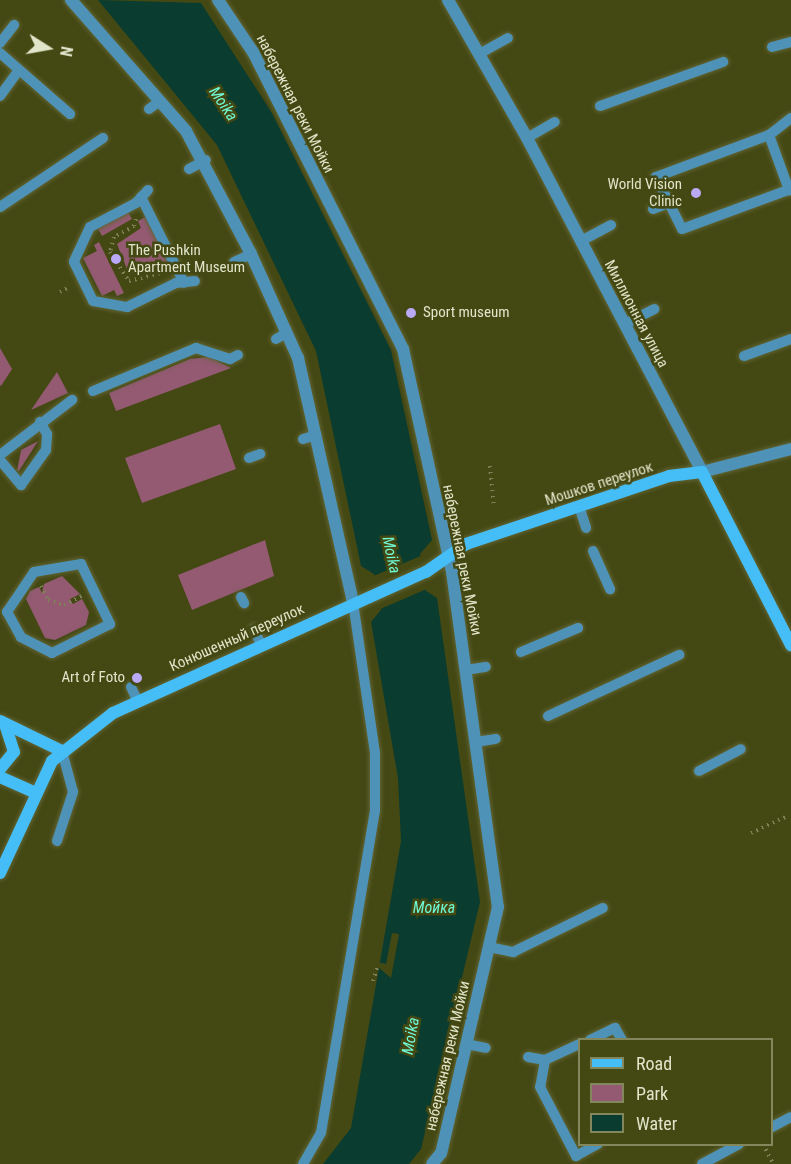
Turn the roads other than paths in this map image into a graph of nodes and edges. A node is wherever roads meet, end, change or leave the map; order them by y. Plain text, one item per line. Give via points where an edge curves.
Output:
1 (71, 0) edge
2 (218, 0) edge
3 (448, 0) edge
4 (14, 25) dead end
5 (508, 38) dead end
6 (791, 42) edge
7 (0, 43) edge
8 (772, 47) dead end
9 (0, 53) edge
10 (479, 54) junction
11 (723, 62) dead end
12 (131, 65) junction
13 (19, 70) junction
14 (121, 74) dead end
15 (0, 96) edge
16 (160, 101) junction
17 (600, 106) dead end
18 (149, 109) dead end
19 (70, 114) dead end
20 (791, 118) edge
21 (555, 122) dead end
22 (770, 135) junction
23 (104, 138) dead end
24 (527, 138) junction
25 (206, 160) junction
26 (189, 169) dead end
27 (790, 189) edge
28 (144, 194) joint
29 (669, 203) junction
30 (0, 207) edge
31 (653, 209) dead end
32 (611, 225) dead end
33 (581, 241) junction
34 (251, 254) junction
35 (234, 262) dead end
36 (654, 309) dead end
37 (625, 324) junction
38 (791, 339) edge
39 (238, 356) dead end
40 (744, 356) dead end
41 (93, 391) dead end
42 (72, 400) dead end
43 (40, 422) junction
44 (316, 435) junction
45 (303, 439) dead end
46 (791, 449) edge
47 (260, 454) dead end
48 (0, 455) edge
49 (249, 458) dead end
50 (0, 460) edge
51 (702, 472) junction
52 (579, 506) junction
53 (586, 528) dead end
54 (593, 551) dead end
55 (449, 555) junction
56 (610, 589) dead end
57 (375, 594) joint
58 (353, 603) junction
59 (254, 628) dead end
60 (578, 628) dead end
61 (103, 633) joint
62 (261, 645) junction
63 (791, 645) edge
64 (521, 652) dead end
65 (679, 655) dead end
66 (486, 667) dead end
67 (466, 670) junction
68 (131, 687) dead end
69 (137, 700) junction
70 (548, 716) dead end
71 (0, 721) edge
72 (496, 739) dead end
73 (476, 742) junction
74 (741, 749) dead end
75 (62, 751) junction
76 (0, 769) edge
77 (699, 771) dead end
78 (0, 777) edge
79 (34, 792) junction
80 (57, 841) dead end
81 (0, 873) edge
82 (603, 908) dead end
83 (489, 947) junction
84 (594, 1038) edge
85 (621, 1038) edge
86 (466, 1044) junction
87 (578, 1044) edge
88 (486, 1048) dead end
89 (528, 1057) dead end
90 (545, 1060) junction
91 (791, 1117) edge
92 (773, 1126) edge
93 (594, 1146) edge
94 (735, 1146) edge
95 (443, 1158) edge
96 (303, 1164) edge
97 (432, 1164) edge
98 (702, 1164) edge

1 - 12 street
2 - 55 street, набережная реки Мойки via 253,52 399,341
3 - 10 street, Миллионная улица
4 - 7 lane
5 - 10 lane
6 - 8 lane
9 - 13 lane
10 - 24 street, Миллионная улица
11 - 17 lane
12 - 14 lane
12 - 16 street
13 - 15 lane
13 - 19 lane
16 - 18 lane
16 - 25 street
20 - 22 lane
21 - 24 lane
22 - 27 lane
22 - 29 lane via 656,177
23 - 30 lane
24 - 33 street, Миллионная улица
25 - 26 lane
25 - 34 street
27 - 29 lane via 682,229
28 - 28 lane via 90,227 74,262 93,301 127,307 189,282
29 - 31 lane
32 - 33 lane
33 - 37 street, Миллионная улица
34 - 35 lane
34 - 44 street
36 - 37 lane
37 - 51 street, Миллионная улица
38 - 40 lane
39 - 41 lane via 230,359 196,348
42 - 43 lane
43 - 48 lane
43 - 50 lane via 47,434 46,450 21,485
44 - 45 lane
44 - 58 street
46 - 51 street, Мошков переулок
47 - 49 lane
51 - 52 street, Мошков переулок via 669,476
51 - 63 street, Миллионная улица
52 - 53 lane
52 - 55 street, Мошков переулок via 466,544
54 - 56 lane
55 - 57 street, Мошков переулок via 426,572
55 - 67 street, набережная реки Мойки
57 - 58 street, Конюшенный переулок
58 - 62 street, Конюшенный переулок
58 - 96 lane via 375,753 375,811 321,1133
59 - 62 lane
60 - 64 lane
61 - 61 lane via 111,624 81,564 34,572 8,612 21,637 52,653
62 - 69 street, Конюшенный переулок
65 - 70 lane
66 - 67 lane
67 - 73 street, набережная реки Мойки
68 - 69 lane
69 - 75 street, Конюшенный переулок
71 - 75 street
71 - 76 street via 15,742 10,760
72 - 73 lane
73 - 83 street, набережная реки Мойки via 498,907
74 - 77 lane
75 - 79 street, Конюшенный переулок
75 - 80 lane via 73,792
78 - 79 street
79 - 81 street, Конюшенный переулок
82 - 83 lane via 513,952
83 - 86 street, набережная реки Мойки
84 - 85 lane via 615,1028
86 - 88 lane
86 - 95 street, набережная реки Мойки
87 - 90 lane
89 - 90 lane
90 - 93 lane via 540,1087 576,1156
91 - 92 lane
94 - 98 lane
95 - 97 street, набережная реки Мойки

* * * * *

Filter the listing by the string "реки"; copy each matching line.

▶ Output for this exercise
2 - 55 street, набережная реки Мойки via 253,52 399,341
55 - 67 street, набережная реки Мойки
67 - 73 street, набережная реки Мойки
73 - 83 street, набережная реки Мойки via 498,907
83 - 86 street, набережная реки Мойки
86 - 95 street, набережная реки Мойки
95 - 97 street, набережная реки Мойки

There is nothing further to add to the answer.